Getting convicted of DUI, or driving under the influence as it is known in most other states, is called operating while intoxicated, or OWI, in our state. However, this is not the only difference in Michigan drunk driving law. Michigan’s “Super Drunk” law enhances penalties for motorists convicted of driving drunk with a blood alcohol content of 0.17% or more.
Normally, for a first OWI conviction, one faces a fine from $100 to $500. In addition, if convicted, one faces one or more of the following: up to 93-days incarceration or up to 360 hours of community service; 30 day driver’s license suspension, with license restrictions after for 150 days; vehicle immobilization or an ignition interlock; or six points on the convicted person’s driving record.
Enacted in 2010, the “Super Drunk” law increases these penalties. Even for a first time offense, these increased penalties can include jail time, up to 180 days; a fine of $200 to $700, 360 community-service hours, and a year’s driver’s license suspension.
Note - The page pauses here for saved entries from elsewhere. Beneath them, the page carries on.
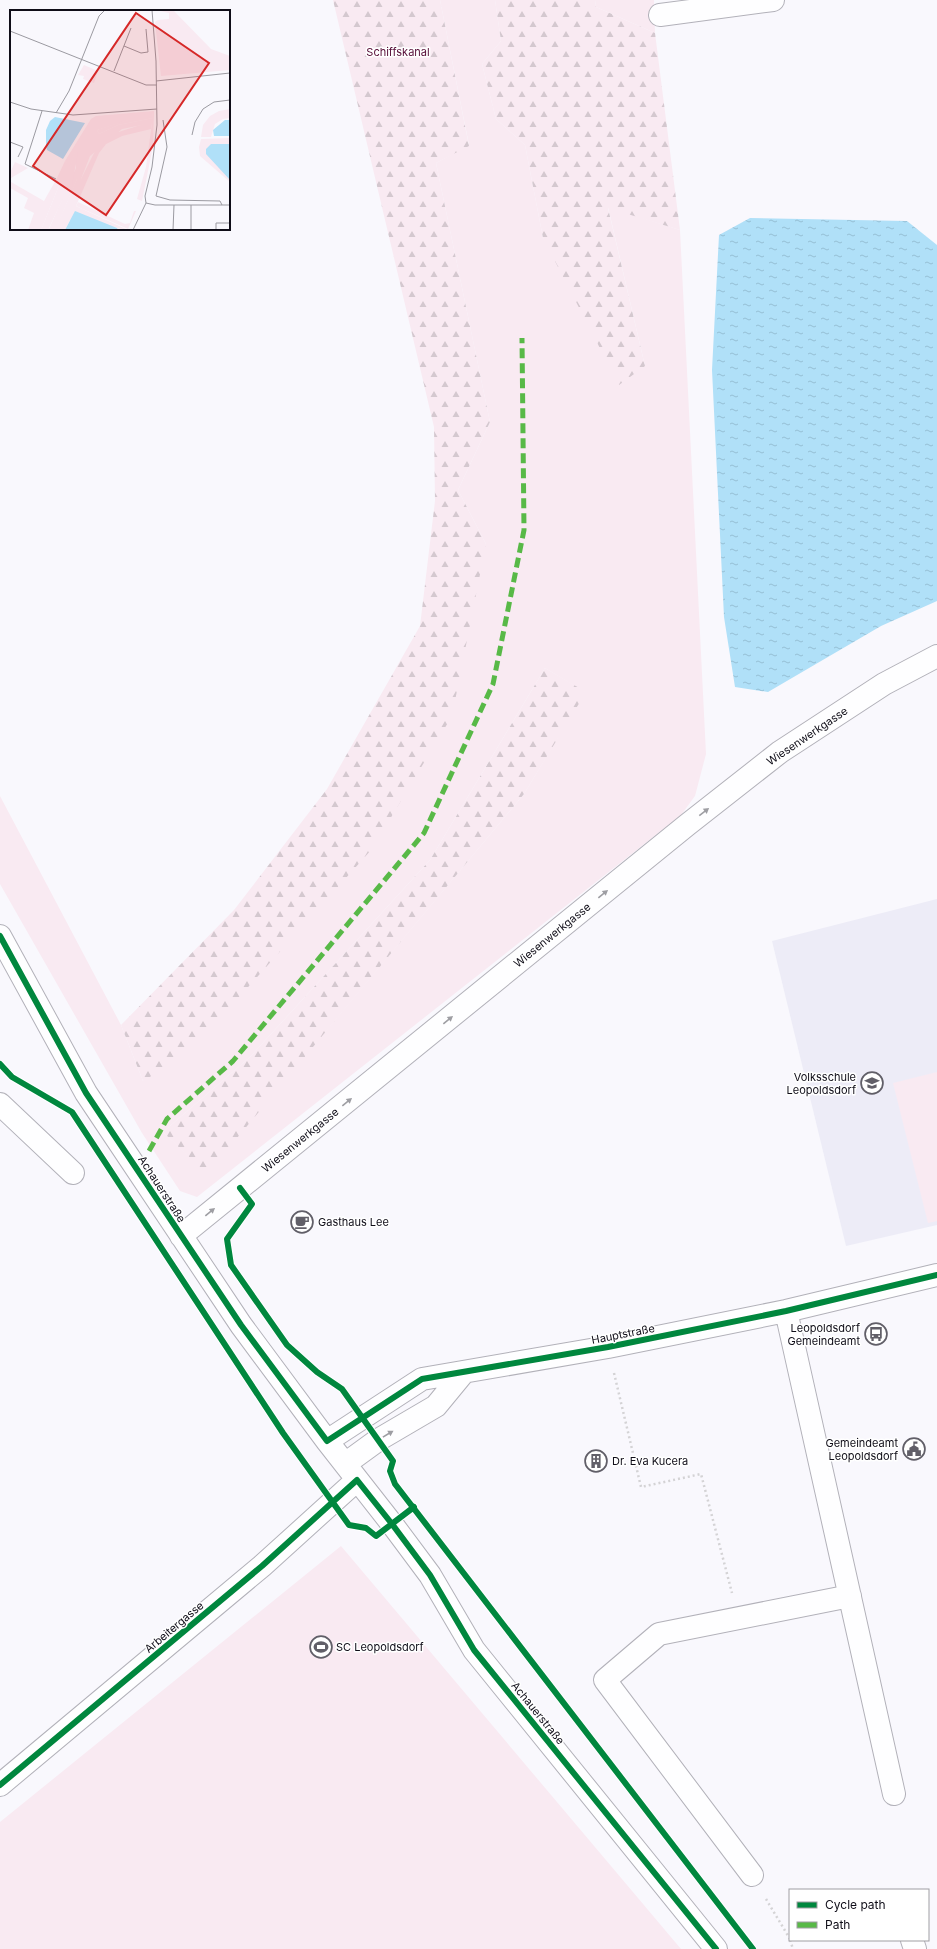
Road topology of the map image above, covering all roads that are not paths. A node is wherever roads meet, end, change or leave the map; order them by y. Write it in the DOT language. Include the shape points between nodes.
graph roads {
  1 [pos="773,0"];
  2 [pos="660,15"];
  3 [pos="937,656"];
  4 [pos="0,936"];
  5 [pos="0,1104"];
  6 [pos="73,1173"];
  7 [pos="180,1236"];
  8 [pos="937,1275"];
  9 [pos="786,1311"];
  10 [pos="464,1372"];
  11 [pos="327,1441"];
  12 [pos="351,1472"];
  13 [pos="850,1596"];
  14 [pos="0,1785"];
  15 [pos="894,1794"];
  16 [pos="752,1875"];
  17 [pos="716,1949"];
  1 -- 2 [label="street"];
  7 -- 3 [label="street, Wiesenwerkgasse, one-way" via="780,752 884,684"];
  4 -- 7 [label="street, Achauerstraße" via="86,1093"];
  5 -- 6 [label="street"];
  7 -- 11 [label="street, Achauerstraße" via="241,1326"];
  8 -- 9 [label="street, Hauptstraße"];
  9 -- 10 [label="street, Hauptstraße" via="608,1347"];
  9 -- 13 [label="street"];
  10 -- 11 [label="street, Hauptstraße" via="422,1379"];
  12 -- 10 [label="street, one-way" via="378,1440 436,1406"];
  11 -- 12 [label="street, Achauerstraße"];
  12 -- 14 [label="street, Arbeitergasse" via="262,1566"];
  12 -- 17 [label="street, Achauerstraße" via="430,1575 474,1650"];
  13 -- 15 [label="street"];
  13 -- 16 [label="street" via="660,1634 605,1680"];
}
Even after the suspension, a convicted person may have to have an ignition interlock device installed on all vehicles they own or intends to operate and six points on the convicted person’s driving record.
With each conviction or violation, the consequences only increase, including up to a $5,000 fine and 5 years imprisonment. Depending on the circumstances of the charges and arrest, those charged face anything from a fine to license suspension to jail time. This can destroy one’s life, which is why seeking and attaining professional help as soon as possible is so important.